Stored items
--
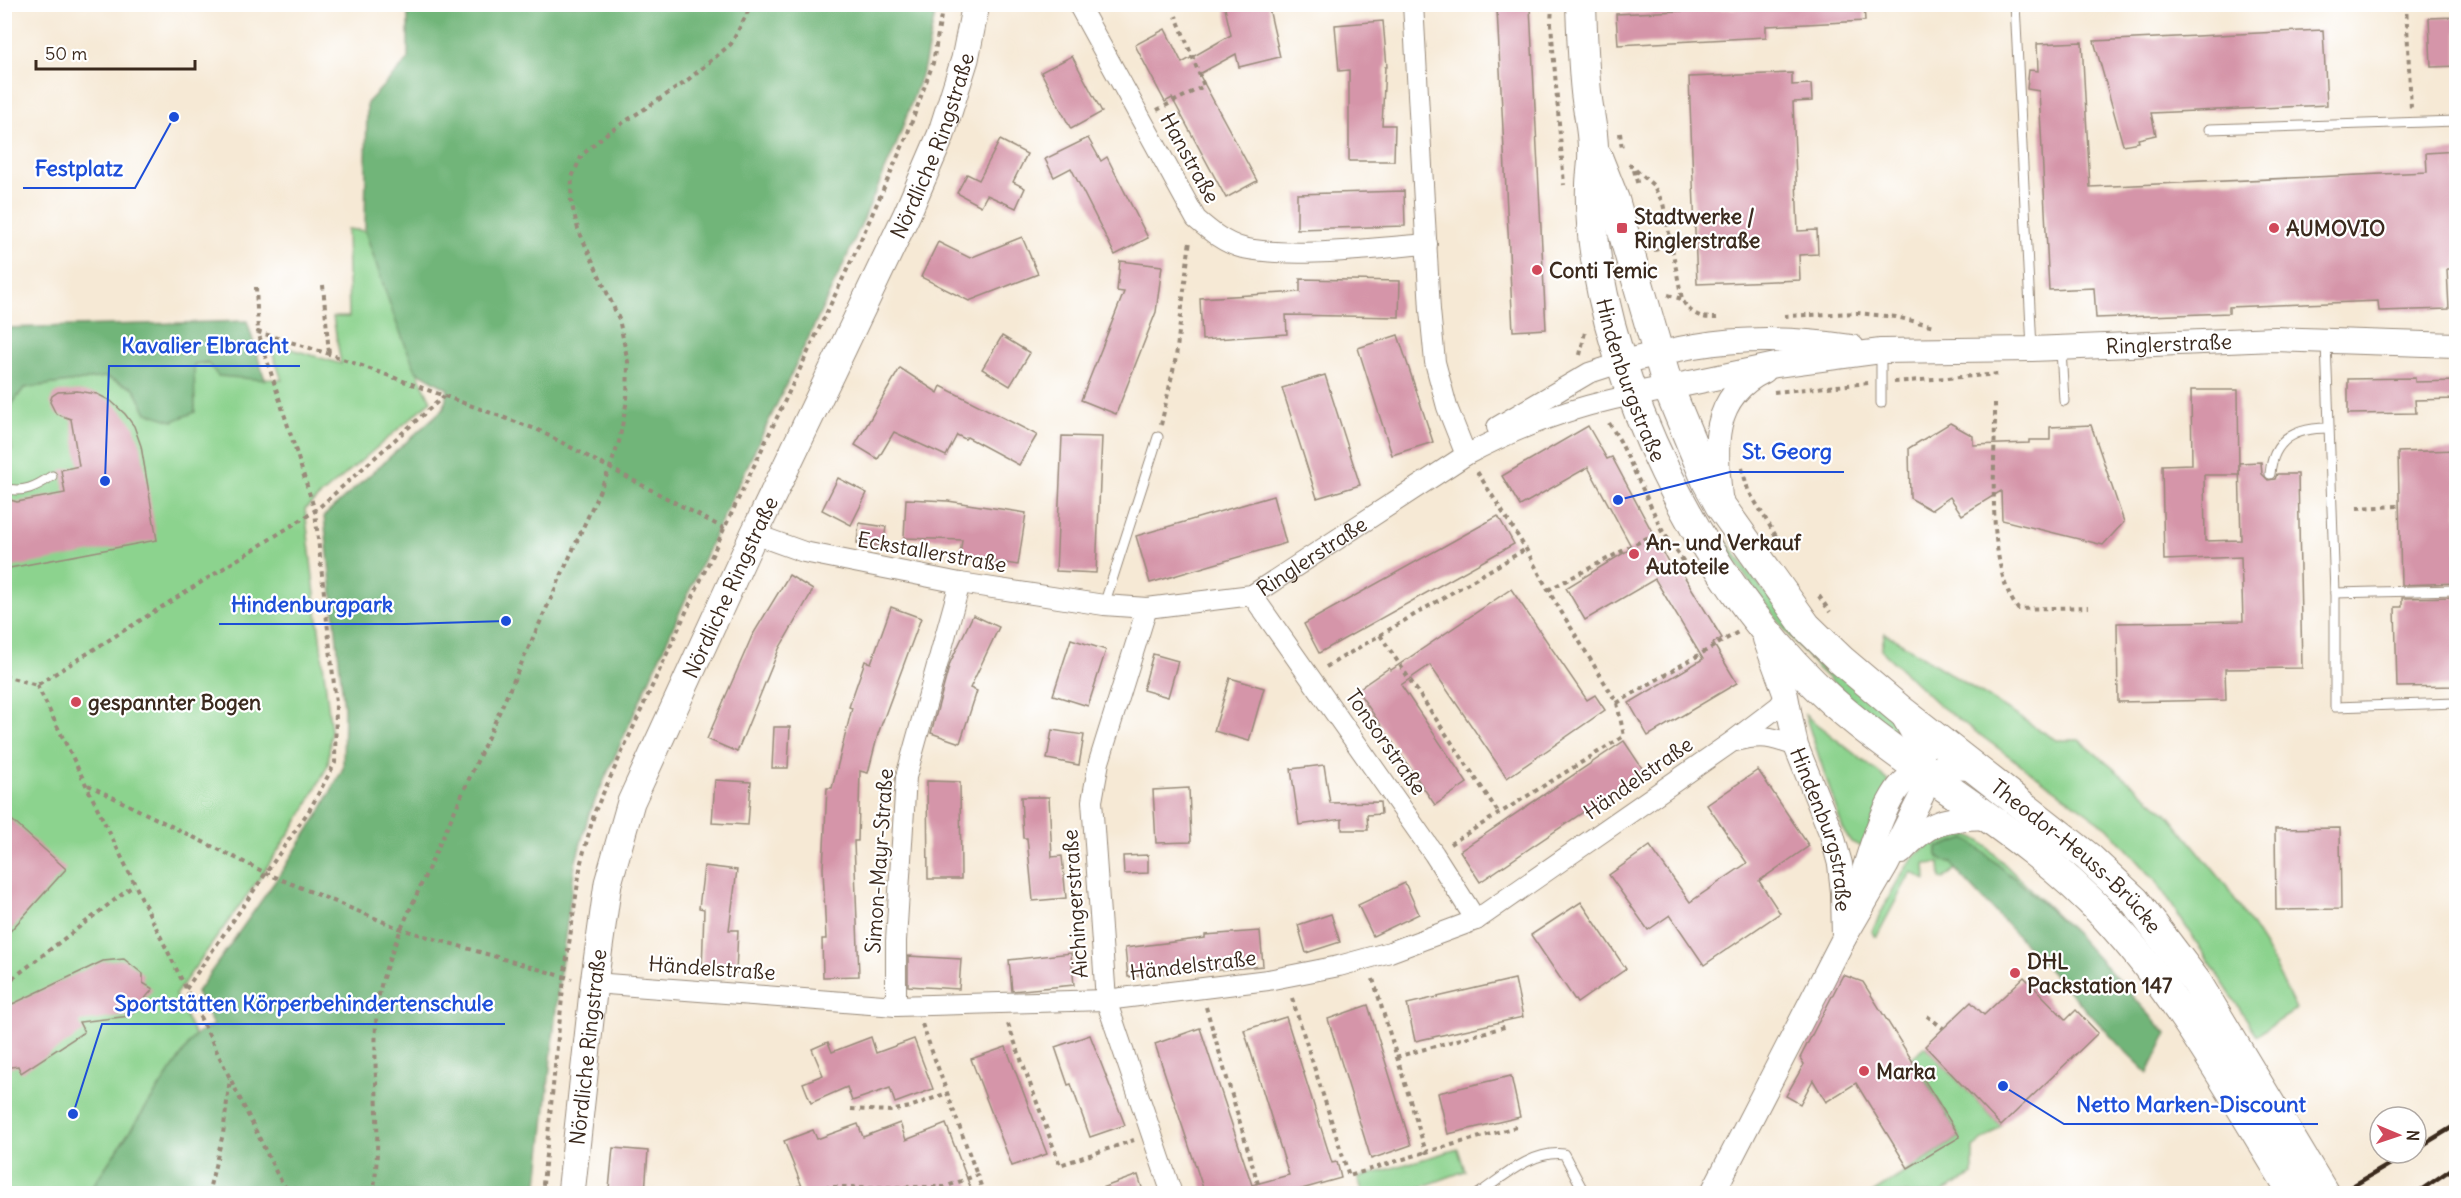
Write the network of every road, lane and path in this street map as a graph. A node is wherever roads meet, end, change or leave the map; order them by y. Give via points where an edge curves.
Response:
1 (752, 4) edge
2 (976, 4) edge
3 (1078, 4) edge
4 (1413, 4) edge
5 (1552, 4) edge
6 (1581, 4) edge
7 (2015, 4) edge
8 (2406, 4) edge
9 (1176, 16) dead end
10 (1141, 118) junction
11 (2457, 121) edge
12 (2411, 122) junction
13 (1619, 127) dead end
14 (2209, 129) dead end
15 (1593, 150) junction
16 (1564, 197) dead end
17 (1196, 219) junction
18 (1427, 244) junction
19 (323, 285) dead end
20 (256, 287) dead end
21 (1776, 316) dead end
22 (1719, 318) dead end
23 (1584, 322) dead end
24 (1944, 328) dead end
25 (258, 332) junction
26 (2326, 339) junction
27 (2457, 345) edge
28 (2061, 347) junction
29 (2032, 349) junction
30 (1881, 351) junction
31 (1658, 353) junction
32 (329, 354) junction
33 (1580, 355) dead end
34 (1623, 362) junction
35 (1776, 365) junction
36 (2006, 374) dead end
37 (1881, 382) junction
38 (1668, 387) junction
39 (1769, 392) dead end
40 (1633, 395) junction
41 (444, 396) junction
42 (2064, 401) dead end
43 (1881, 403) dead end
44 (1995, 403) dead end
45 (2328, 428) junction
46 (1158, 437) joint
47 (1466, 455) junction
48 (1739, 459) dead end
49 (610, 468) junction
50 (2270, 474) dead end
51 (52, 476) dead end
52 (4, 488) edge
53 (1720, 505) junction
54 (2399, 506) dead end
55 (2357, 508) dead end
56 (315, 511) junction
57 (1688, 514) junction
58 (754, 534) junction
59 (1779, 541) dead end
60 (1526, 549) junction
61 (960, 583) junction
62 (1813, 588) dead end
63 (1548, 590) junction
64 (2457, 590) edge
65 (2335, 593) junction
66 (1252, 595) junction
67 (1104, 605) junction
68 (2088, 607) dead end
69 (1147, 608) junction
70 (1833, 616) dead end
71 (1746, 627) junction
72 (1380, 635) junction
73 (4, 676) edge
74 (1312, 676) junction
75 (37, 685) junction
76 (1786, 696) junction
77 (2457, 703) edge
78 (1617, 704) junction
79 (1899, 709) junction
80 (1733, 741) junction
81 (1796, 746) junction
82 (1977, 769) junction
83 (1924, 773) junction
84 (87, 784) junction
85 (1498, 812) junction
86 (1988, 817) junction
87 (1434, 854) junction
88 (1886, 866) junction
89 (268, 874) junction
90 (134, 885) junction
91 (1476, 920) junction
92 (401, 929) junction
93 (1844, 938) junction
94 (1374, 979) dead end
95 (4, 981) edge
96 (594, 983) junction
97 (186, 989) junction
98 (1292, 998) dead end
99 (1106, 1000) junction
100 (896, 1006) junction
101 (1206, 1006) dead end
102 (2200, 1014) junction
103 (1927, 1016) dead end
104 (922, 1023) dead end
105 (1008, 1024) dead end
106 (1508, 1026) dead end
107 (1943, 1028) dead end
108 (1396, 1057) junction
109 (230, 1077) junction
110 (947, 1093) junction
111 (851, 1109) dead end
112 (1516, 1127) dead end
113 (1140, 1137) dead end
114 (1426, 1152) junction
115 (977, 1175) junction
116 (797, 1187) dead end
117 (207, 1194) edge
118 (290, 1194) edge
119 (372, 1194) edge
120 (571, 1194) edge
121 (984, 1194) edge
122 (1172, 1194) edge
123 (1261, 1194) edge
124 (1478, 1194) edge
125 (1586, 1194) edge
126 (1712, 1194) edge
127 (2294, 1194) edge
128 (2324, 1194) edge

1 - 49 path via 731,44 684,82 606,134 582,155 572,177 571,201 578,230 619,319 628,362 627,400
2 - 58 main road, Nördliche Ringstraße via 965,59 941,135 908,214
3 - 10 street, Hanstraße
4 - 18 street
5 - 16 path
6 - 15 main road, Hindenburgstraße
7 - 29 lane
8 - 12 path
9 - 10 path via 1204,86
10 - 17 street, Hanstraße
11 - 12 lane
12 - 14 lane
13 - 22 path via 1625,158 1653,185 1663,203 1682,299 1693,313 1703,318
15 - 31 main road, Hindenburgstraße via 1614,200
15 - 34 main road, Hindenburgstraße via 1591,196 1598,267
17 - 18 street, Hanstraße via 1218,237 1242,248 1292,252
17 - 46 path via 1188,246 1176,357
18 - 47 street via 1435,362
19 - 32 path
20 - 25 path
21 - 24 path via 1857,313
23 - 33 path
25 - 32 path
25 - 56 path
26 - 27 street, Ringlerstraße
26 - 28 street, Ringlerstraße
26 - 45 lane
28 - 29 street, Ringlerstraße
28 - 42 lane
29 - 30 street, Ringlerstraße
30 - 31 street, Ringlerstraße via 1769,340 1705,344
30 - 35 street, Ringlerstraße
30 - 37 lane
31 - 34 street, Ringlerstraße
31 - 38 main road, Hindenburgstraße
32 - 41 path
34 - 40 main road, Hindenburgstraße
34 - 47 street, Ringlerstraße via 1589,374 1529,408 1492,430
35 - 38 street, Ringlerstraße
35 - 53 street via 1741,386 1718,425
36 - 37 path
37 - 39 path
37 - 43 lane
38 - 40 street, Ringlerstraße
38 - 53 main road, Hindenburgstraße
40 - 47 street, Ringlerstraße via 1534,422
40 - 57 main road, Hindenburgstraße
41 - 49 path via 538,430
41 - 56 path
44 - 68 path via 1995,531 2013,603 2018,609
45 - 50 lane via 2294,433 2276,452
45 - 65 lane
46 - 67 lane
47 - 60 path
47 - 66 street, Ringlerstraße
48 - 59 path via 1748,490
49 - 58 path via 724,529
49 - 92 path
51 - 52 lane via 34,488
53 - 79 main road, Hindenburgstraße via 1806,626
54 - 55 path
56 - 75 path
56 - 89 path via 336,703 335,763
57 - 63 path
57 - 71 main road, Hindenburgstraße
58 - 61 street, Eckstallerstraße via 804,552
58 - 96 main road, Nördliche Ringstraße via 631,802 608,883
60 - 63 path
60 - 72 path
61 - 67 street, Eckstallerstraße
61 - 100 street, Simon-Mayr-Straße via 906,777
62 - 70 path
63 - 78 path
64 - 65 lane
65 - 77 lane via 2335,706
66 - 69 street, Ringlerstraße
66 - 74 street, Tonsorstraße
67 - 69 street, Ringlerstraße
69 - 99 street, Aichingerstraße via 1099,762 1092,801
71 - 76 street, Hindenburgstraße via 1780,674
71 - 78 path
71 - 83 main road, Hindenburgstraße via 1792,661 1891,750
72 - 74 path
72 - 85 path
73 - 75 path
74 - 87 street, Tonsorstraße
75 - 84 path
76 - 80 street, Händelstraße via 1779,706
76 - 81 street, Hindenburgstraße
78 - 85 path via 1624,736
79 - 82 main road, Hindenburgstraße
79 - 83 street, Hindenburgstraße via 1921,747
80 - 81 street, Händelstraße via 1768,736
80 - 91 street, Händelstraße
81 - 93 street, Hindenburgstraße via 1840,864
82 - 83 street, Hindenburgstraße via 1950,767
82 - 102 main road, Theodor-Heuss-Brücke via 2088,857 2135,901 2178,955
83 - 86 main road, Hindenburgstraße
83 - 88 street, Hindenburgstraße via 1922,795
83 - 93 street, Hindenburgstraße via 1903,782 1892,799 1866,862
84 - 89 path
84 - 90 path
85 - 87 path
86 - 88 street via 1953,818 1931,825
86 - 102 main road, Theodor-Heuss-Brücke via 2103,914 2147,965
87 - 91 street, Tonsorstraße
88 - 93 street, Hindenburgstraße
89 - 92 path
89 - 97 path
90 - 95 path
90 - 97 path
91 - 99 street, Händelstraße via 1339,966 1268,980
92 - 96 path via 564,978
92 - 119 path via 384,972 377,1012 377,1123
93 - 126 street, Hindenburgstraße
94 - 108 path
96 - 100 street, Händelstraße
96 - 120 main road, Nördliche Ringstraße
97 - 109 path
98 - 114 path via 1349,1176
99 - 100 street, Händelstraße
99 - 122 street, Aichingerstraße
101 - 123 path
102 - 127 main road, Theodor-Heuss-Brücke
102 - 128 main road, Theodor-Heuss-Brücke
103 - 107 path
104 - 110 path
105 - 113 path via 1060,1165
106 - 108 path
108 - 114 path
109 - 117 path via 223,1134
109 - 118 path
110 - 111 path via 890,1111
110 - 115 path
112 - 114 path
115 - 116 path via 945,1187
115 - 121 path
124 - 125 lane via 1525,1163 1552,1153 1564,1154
--
→ WHAT YOU SHOULD DO:
Lines with "Hanstraße" in the records above: copy every one of them.

→ SOLVED EXERCISE:
3 - 10 street, Hanstraße
10 - 17 street, Hanstraße
17 - 18 street, Hanstraße via 1218,237 1242,248 1292,252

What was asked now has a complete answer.